I was railing against the world of woe to some friends who advised me to embrace the wisdom of the Serenity Prayer -- "God, grant me the serenity to accept the things I cannot change.The courage to change the things I can. And the wisdom to know the difference." I considered it, but decided instead to pray that God grant me God-like powers for just 12 hours. Goodbye war in Ukraine! Goodbye climate change! Goodbye credit card debt! Hello my name on the best seller lists and the return of $4 beers at the baseball games!
•There ought to be a weather person museum with one wall dedicated to the memory of early meteorologists who used rudimentary science to explain to the primitives that lightning was the result of atmospheric conditions — and not the wrath of a vengeful God. Nearby there should be a scholarly presentation of the many times mobs of religious fanatics disagreed and tried to settle the dispute once and for all by burning the sassy heretic at the stake.
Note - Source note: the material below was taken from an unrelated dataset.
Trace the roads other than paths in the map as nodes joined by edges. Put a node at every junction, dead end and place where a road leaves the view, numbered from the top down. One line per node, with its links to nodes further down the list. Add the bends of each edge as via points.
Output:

• Inhumanity results anytime man opts to wage war. "Wage" is too commanding a verb to cede exclusively to war. You never hear of anyone waging anything but war. Let the change begin with me. On this beautiful day, I shall wage golf. Our children will wage school. And Val will wage pickleball! And we can all hope someone, somewhere is trying to wage peace.
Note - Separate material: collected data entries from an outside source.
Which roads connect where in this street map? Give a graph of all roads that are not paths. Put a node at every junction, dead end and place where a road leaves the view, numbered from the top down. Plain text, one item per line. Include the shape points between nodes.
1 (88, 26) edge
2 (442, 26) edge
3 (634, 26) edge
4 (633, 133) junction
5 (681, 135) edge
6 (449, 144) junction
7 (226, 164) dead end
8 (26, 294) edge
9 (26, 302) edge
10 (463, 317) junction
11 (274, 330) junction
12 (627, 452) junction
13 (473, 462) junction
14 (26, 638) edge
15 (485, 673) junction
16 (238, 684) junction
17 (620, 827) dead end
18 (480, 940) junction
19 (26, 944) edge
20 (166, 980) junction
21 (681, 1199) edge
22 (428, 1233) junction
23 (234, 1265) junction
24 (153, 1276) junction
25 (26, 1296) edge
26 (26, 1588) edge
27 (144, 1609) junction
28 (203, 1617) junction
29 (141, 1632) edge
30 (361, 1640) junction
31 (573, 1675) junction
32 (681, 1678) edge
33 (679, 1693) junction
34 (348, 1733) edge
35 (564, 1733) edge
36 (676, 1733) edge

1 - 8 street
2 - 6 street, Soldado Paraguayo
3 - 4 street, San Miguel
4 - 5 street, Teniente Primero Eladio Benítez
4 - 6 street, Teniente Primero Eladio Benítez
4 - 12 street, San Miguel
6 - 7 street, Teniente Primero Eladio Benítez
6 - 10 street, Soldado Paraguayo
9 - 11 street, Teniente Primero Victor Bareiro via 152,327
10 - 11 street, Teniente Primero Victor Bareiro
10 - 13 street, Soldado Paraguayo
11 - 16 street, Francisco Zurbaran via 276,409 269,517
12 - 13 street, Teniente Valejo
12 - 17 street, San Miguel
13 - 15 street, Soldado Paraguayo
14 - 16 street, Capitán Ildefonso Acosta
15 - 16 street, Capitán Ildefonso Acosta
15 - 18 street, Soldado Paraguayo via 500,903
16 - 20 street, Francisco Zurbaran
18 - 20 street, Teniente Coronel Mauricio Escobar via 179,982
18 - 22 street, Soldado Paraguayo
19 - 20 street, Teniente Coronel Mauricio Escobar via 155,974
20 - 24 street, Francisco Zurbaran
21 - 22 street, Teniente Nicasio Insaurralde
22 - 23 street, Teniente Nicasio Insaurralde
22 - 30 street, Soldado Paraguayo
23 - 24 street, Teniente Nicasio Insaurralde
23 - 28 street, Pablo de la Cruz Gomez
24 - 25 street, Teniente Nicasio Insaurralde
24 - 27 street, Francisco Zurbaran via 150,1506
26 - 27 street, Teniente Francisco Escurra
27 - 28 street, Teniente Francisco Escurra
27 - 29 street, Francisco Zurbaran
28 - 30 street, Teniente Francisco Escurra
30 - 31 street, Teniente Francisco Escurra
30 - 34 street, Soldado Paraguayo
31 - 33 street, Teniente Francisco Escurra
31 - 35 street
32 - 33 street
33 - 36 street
• I’d like to see what would happen if we really sealed the borders. Not with Mexico. I'm talking Burning Man. No one gets in or out. It would be fascinating to see what kind of society this group of nihilists would create, How would they worship? Care for their sick? How would their Olympic team perform? Then let's try the same experiment with people who really like cats.
• If your child is attending the Greater Latrobe Senior Sunrise ceremony, be sure to advise them to be looking East. Not West. Tell them to ignore any fellow students who tell them to look West. And don’t worry. I’m already reaching out to school administrators about contingency plans should today be the day the sun chooses not to rise.
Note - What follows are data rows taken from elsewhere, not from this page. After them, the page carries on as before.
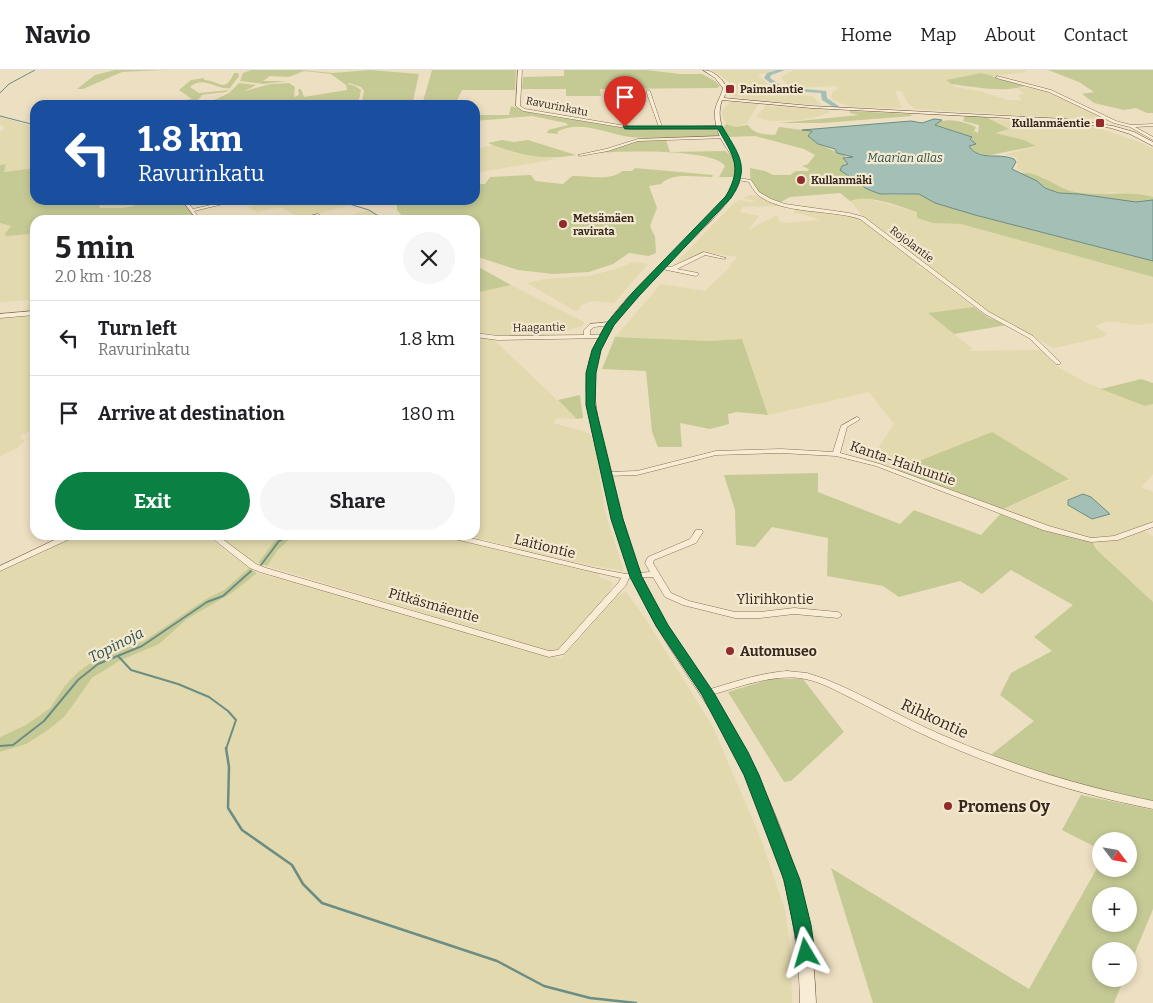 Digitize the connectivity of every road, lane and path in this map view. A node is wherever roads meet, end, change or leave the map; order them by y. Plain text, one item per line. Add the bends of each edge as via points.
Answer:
1 (520, 70) edge
2 (705, 70) edge
3 (997, 78) dead end
4 (648, 91) dead end
5 (722, 99) junction
6 (1153, 125) edge
7 (1131, 126) junction
8 (720, 127) junction
9 (661, 128) junction
10 (1117, 128) junction
11 (725, 137) junction
12 (1153, 139) edge
13 (1153, 144) edge
14 (580, 155) dead end
15 (739, 179) junction
16 (188, 205) edge
17 (215, 205) edge
18 (192, 210) junction
19 (196, 215) edge
20 (724, 258) dead end
21 (662, 268) junction
22 (670, 269) junction
23 (696, 274) dead end
24 (30, 314) edge
25 (0, 316) edge
26 (610, 324) junction
27 (480, 336) edge
28 (587, 336) junction
29 (604, 336) junction
30 (1058, 363) dead end
31 (857, 419) dead end
32 (836, 454) junction
33 (607, 474) junction
34 (1153, 524) edge
35 (699, 532) dead end
36 (61, 540) edge
37 (218, 540) edge
38 (471, 540) edge
39 (0, 569) edge
40 (655, 574) junction
41 (631, 576) junction
42 (838, 615) dead end
43 (707, 693) junction
44 (1153, 805) edge
45 (808, 1003) edge

1 - 9 street, Ravurinkatu via 518,106 524,110 625,127
2 - 5 main road via 726,87
3 - 7 street via 1050,90 1115,122
4 - 9 street
5 - 8 main road via 716,113
5 - 10 main road via 811,107 1061,119
6 - 7 street
7 - 10 street
7 - 12 street
8 - 9 street, Ravurinkatu
8 - 11 main road
10 - 13 main road
11 - 14 street via 638,140
11 - 15 main road via 738,163
15 - 21 main road via 724,204
15 - 30 street, Rojolantie via 750,181 753,189 761,195 788,206 862,218 987,313 1031,337
16 - 18 street
17 - 18 street
18 - 19 street
20 - 22 street via 704,254
21 - 22 street
21 - 26 main road
22 - 23 street
24 - 25 street
26 - 28 street via 592,326 587,330
26 - 29 main road
27 - 28 street, Haagantie
28 - 29 street, Haagantie
29 - 33 main road via 591,373 590,391
31 - 32 street via 844,426
32 - 33 street, Kanta-Haihuntie via 781,451 716,453 637,473
32 - 34 street, Kanta-Haihuntie via 878,465 1046,528 1091,540 1115,538
33 - 41 main road
35 - 40 street via 693,541 651,559 649,563
36 - 39 street
37 - 41 street, Pitkäsmäentie via 262,570 549,654 561,652
38 - 41 street, Laitiontie
40 - 41 street
40 - 42 street, Ylirihkontie via 668,595 676,600 735,615 794,611
41 - 43 main road
43 - 44 street, Rihkontie via 767,676 808,676 1008,767 1112,797
43 - 45 main road via 751,775 792,880 803,925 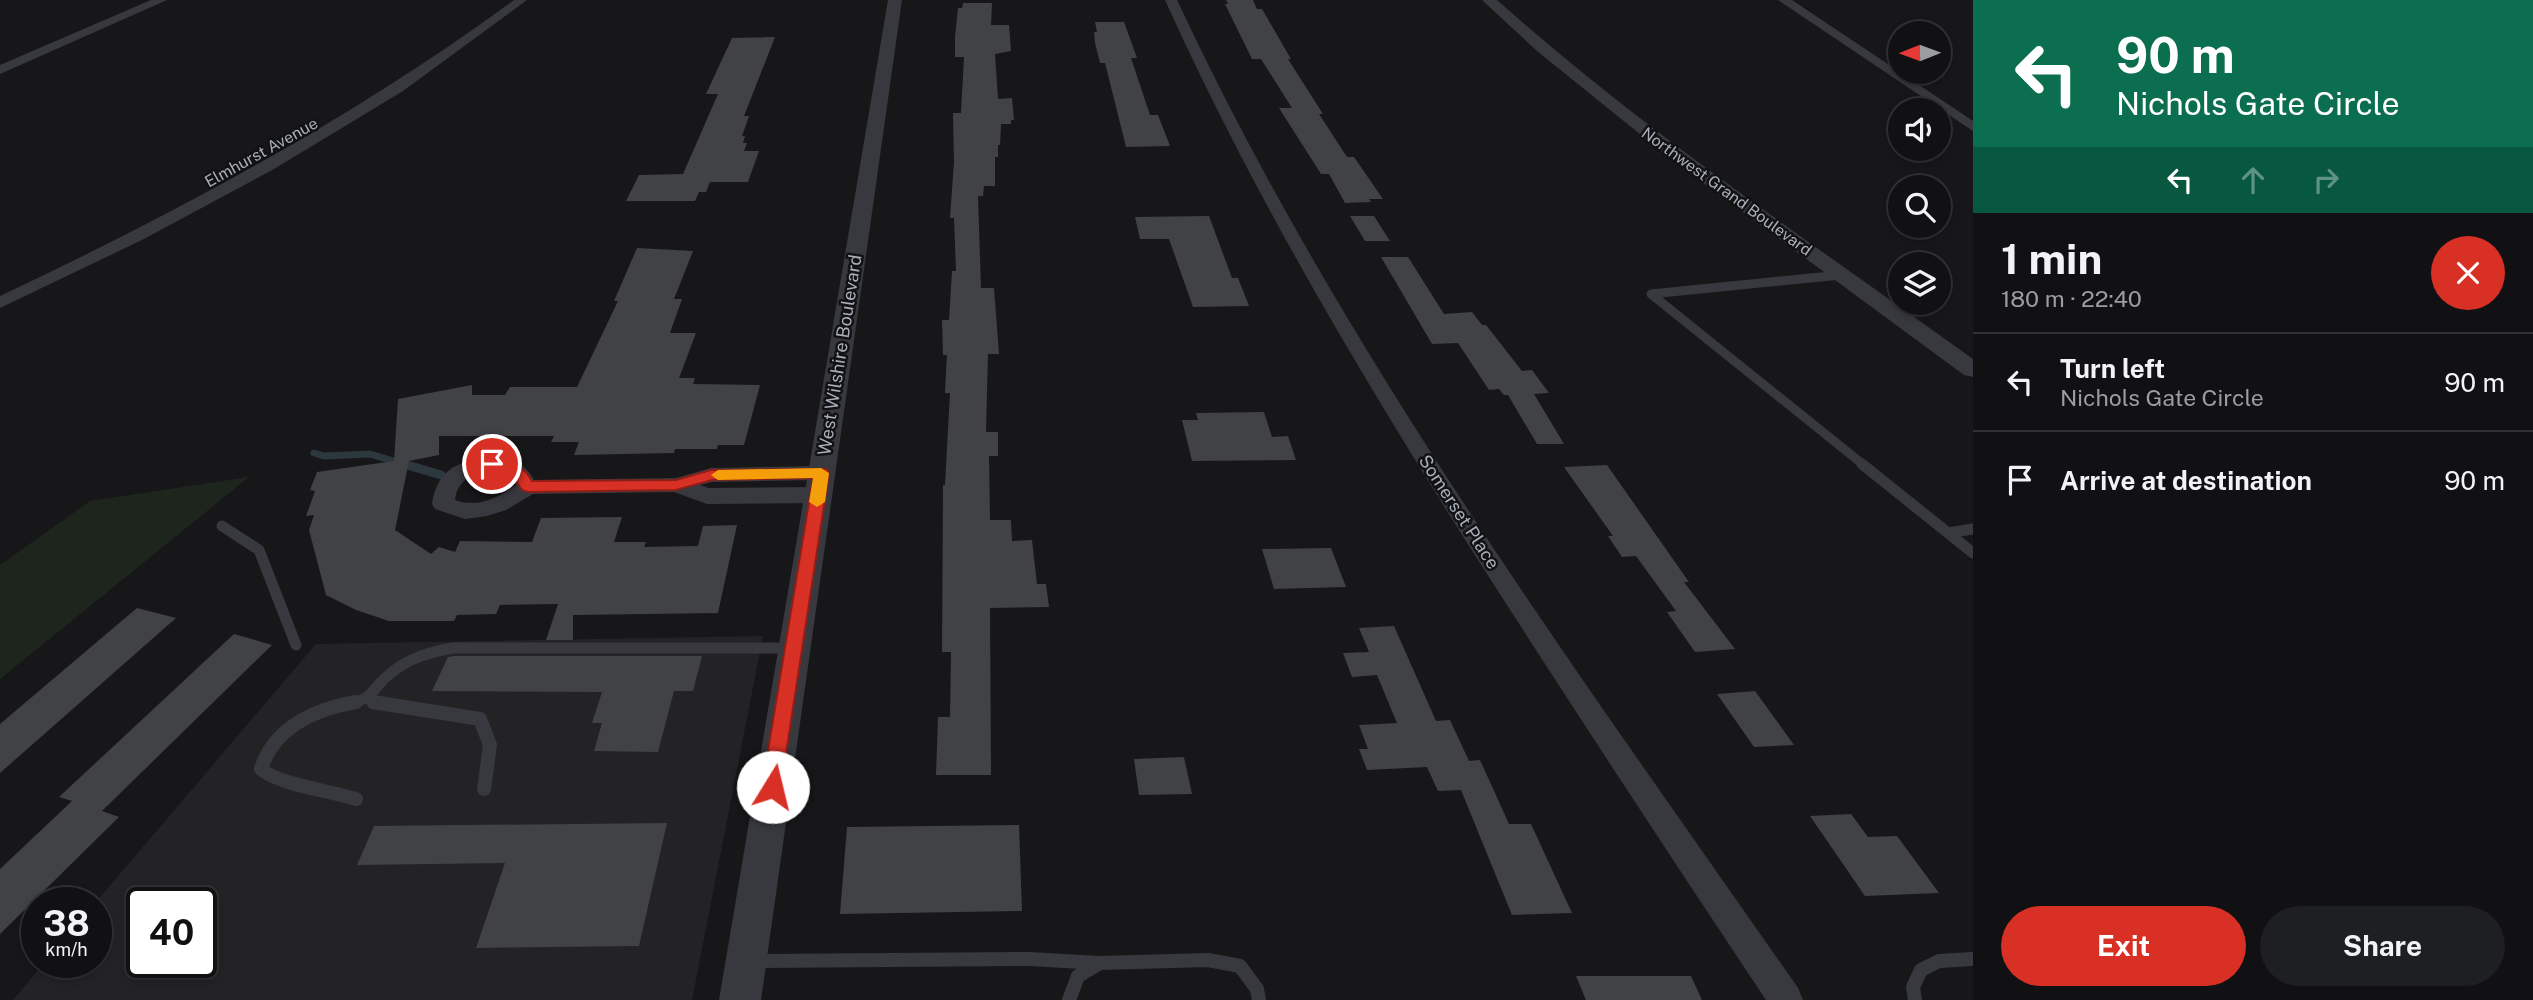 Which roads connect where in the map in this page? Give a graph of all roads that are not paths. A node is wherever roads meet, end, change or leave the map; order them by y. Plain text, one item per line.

• People who say they’re flat broke as if it’s the very worst financial situation are wrong. Let me tell you: some of us aspire to being flat broke, which implies a certain leveling. We not only lack dough, but every where we look we see disheartening divots of debt. Flat broke? Try being concave broke.
• If I’ve ever even seen one then I did not know what I was looking at, but when a pigeon is in its pigeon hole is it facing forward or backward? I mean, are we seeing the pigeon’s face or the pigeon’s hole?
• Woke bolt upright in a cold sweat. dreamt I’d had an accident on a busy city intersection. No one was hurt, but my car burst into flames. I escaped in the nick of time. I was standing there grateful to be alive when I realized everyone was staring at me. I’d forgotten. It was “Don’t Wear Pants While You’re Driving Friday!” How embarrassing. Oh, well. Happy “Don’t Wear Pants While You’re Driving Friday!”
• Because I’m all for removing violence from the language I will henceforth no longer use the term “bullet points” to describe punchy ideas. I’ll instead call those breakout ideas “Levitating Conclusionary Punctuation.” I gotta tell you, something in my gut tells me this one won’t be catching on …
• It is estimated that 52 percent of Americans will die in hospital beds. I hope I die on a battlefield — not as a warrior, certainly, but as a guy who made a wrong turn and wound up in lethal crossfire while asking for directions to the nearest Appleby’s
• Just dawned on me that I never heard the old man drop an f-bomb. He’d use profanity, say, on the golf course, but never the f-bomb. Now, I’m not willing to cede he was a better father. After all, the man raised me and I use two f-bombs when I ask someone at the supper table to pass the salt so he went wrong somewhere.
• Friend at the gym said she just made her goal weight. “And that was with my shoes on!” she said, alluding to a tactic with which many of us are aware: Do not step on the scale wearing shoes, heavy clothes, etc., lest the result be tainted by extraneous factors. I know some who won’t step on a scale until they’ve evacuated their bowels. To me, they’re all pikers. I don’t step on the scale until I’ve aggressively trimmed my nose hairs.
• I used to mock the excessively tattooed, but as I age and my appearance becomes less and less appealing, I see at vivid tattoo as a way of distracting observers from examining all the flaws. Or I could just save the dough and stop wearing pants in public.
• Just read India, pop. 1.4 billion, may change its name to Bharat. I doubt anyone there would pay any mind to me, but I’d like them to instead consider changing it to the Republic of Fred. I’ve known a number of Freds in my life and not a one of them ever started any trouble. Just easy-going guys. Maybe if you named a nation Fred then Freds would follow. But what do I know? I’m the guy who whenever he sets foot in Murrysville, pop. 21,738, is always reminded I’ve never met a single Murry in Murrysville.
• He’s one of history’s most revered orators and his is one of mankind’s most monumental speeches, but if Abe Lincoln returned and began a live broadcast with the words, “Four score and 7 years ago …” every viewer would immediately tune him out and begin poking at their phones to figure out just what the hell he was talking about.’